Children’s Ability to Ask Questions Significantly Improved after 8 weeks of Receptive Syntax Training using Laureate’s QuestionQuest Software

Smith, S., Pereira, M., Ravina, R., Carr, C., Ackal, L., & de Villiers, P.  (2011). QuestionQuest: Facilitating Syntax and Pragmatics through Optimized Software. Paper presented at Clarke School for Hearing and Speech, Northampton, MA, May, 2011.

Background
Children with hearing impairment often have language delays attributable to impoverished receptive language exposure. Questions pose a special challenge for children with hearing impairment because the grammatical operations required to ask, understand, and answer questions are more complex than those required for simple declarative utterances, and require greater syntactic fluency. Teachers at the Clarke School for Hearing and Speech in Northampton Massachusetts sought to determine whether their oral deaf kindergarten and first grade children might benefit from using Laureate’s QuestionQuest ® software, which is designed to build fluency in the grammatical forms essential to mastering questions.

Methods
Fourteen oral deaf children ages 5.4 to 8.4 years (mean=6.5 years), most with cochlear implants, participated in the field study. They were pre-tested using a 15 item wh-question elicited production test based on the Diagnostic Evaluation of Language Variation (DELV; Seymour, Roeper, & de Villiers, 2003). They were also tested on 17 untrained morphosyntax production items (e.g., tense markers, copula, possessive) from the DELV Screening Test. The children then used the QuestionQuest software for 30 minutes/day, usually 3 times a week, for 8 weeks, after which they were retested using alternate versions of the same tests.

Results
At post-test it was found that scores on the wh-question elicited production test more than doubled; a difference that was highly significant (t = 3.58, df = 13, p=0.003). Test scores on the untrained morphosyntax items did not change significantly (t = 0.877, df = 13, p=0.4).

Chart
Pre- and post-test scores on the wh-question elicited production test.

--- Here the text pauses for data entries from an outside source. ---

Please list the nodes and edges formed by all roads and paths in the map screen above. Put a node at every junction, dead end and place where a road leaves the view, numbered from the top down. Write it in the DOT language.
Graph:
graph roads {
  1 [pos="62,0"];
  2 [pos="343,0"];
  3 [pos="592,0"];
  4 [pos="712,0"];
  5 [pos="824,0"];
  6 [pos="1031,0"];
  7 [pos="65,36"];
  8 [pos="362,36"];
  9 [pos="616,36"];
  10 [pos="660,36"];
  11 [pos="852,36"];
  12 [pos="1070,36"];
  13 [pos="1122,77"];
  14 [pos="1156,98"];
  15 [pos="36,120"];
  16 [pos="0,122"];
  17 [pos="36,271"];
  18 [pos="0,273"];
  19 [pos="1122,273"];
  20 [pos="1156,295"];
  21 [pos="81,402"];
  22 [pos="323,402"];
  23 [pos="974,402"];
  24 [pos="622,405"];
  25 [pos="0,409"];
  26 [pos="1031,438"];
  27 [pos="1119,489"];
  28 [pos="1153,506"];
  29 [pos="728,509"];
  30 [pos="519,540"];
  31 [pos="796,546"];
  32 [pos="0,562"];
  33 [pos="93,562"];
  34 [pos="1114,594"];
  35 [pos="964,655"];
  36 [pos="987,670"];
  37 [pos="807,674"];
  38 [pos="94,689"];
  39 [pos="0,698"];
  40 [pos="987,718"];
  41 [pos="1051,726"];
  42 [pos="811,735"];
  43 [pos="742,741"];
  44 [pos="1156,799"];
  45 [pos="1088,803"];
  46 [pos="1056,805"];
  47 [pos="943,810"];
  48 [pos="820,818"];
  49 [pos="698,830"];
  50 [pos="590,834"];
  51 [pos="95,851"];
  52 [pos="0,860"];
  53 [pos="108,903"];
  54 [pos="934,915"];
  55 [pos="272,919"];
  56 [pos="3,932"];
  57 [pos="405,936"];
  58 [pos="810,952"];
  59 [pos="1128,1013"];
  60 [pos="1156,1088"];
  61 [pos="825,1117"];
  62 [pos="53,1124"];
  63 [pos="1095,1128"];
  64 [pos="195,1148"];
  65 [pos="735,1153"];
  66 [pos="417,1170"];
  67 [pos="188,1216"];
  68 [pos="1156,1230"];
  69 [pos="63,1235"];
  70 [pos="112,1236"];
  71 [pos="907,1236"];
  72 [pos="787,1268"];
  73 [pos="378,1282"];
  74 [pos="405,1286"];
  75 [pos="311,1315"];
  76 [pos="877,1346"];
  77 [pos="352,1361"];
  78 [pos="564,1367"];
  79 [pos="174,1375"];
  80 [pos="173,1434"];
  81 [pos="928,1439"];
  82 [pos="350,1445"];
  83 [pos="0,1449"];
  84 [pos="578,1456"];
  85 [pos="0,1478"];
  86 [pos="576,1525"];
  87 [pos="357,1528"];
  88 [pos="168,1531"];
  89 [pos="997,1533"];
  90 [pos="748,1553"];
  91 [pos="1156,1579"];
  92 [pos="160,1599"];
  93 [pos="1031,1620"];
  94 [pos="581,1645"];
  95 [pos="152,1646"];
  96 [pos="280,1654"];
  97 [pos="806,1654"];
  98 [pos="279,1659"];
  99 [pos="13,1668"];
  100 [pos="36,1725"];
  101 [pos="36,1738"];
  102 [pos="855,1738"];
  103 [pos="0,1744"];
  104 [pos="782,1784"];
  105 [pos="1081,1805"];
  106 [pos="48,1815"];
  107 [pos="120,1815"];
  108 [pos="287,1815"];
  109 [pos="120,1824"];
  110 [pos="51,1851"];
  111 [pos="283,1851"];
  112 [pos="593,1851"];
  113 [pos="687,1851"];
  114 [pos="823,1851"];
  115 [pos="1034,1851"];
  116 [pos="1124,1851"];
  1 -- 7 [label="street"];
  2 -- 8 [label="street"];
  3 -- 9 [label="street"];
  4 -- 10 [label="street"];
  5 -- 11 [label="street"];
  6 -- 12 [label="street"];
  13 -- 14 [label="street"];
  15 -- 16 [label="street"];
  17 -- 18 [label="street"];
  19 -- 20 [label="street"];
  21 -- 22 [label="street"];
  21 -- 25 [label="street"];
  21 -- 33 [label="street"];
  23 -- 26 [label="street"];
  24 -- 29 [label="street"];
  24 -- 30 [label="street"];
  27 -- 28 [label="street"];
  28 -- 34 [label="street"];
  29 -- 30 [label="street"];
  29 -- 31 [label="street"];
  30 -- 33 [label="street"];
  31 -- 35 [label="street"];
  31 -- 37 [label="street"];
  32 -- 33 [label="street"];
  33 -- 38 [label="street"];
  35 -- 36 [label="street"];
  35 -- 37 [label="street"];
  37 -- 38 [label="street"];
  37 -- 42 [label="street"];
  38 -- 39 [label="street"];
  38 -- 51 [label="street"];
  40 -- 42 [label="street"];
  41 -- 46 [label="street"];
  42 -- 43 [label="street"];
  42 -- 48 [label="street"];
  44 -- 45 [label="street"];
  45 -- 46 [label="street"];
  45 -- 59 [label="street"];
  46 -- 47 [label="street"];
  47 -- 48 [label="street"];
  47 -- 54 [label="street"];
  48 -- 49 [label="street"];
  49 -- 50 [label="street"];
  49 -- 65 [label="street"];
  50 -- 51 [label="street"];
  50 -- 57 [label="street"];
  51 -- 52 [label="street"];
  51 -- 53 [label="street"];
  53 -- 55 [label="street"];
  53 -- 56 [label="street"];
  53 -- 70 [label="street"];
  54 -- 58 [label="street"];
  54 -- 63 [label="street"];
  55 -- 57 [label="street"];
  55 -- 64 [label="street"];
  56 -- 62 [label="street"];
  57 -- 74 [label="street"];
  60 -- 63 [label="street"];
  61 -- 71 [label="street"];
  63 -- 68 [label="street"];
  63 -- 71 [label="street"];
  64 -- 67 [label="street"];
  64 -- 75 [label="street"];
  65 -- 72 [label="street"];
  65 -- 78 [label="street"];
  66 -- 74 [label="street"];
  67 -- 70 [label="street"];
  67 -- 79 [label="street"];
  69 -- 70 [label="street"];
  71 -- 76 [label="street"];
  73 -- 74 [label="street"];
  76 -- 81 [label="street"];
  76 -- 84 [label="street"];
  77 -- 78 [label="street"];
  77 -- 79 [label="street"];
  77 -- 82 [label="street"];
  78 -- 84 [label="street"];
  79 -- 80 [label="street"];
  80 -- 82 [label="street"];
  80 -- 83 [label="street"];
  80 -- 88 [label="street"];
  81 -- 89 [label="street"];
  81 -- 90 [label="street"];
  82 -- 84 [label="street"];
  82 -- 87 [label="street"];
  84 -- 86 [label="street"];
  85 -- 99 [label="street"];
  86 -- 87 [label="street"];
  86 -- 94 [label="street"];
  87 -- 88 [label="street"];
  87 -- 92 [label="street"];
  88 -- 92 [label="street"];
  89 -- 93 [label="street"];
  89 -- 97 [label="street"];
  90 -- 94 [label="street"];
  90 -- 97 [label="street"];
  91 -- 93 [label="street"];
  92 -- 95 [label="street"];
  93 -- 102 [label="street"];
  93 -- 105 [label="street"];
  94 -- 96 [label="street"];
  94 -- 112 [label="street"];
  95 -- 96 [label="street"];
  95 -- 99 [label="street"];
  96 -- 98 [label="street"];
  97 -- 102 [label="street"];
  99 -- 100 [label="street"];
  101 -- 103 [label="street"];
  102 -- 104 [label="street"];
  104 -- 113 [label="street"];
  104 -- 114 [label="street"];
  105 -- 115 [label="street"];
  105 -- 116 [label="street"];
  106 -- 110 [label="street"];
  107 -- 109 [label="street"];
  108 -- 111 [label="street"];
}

The authors noted that improvements in elicited production were evident in students across a range of initial ability: Some children who initially did not produce wh-questions did so after training, while others with initially limited production of wh-questions expanded their repertoire.

This study suggests that massed practice using QuestionQuest,which features carefully constructed scenarios that highlight the semantic and syntactic features of questions, was an effective means of providing these children with the critical language input they needed to improve their abilities to understand, ask, and answer questions.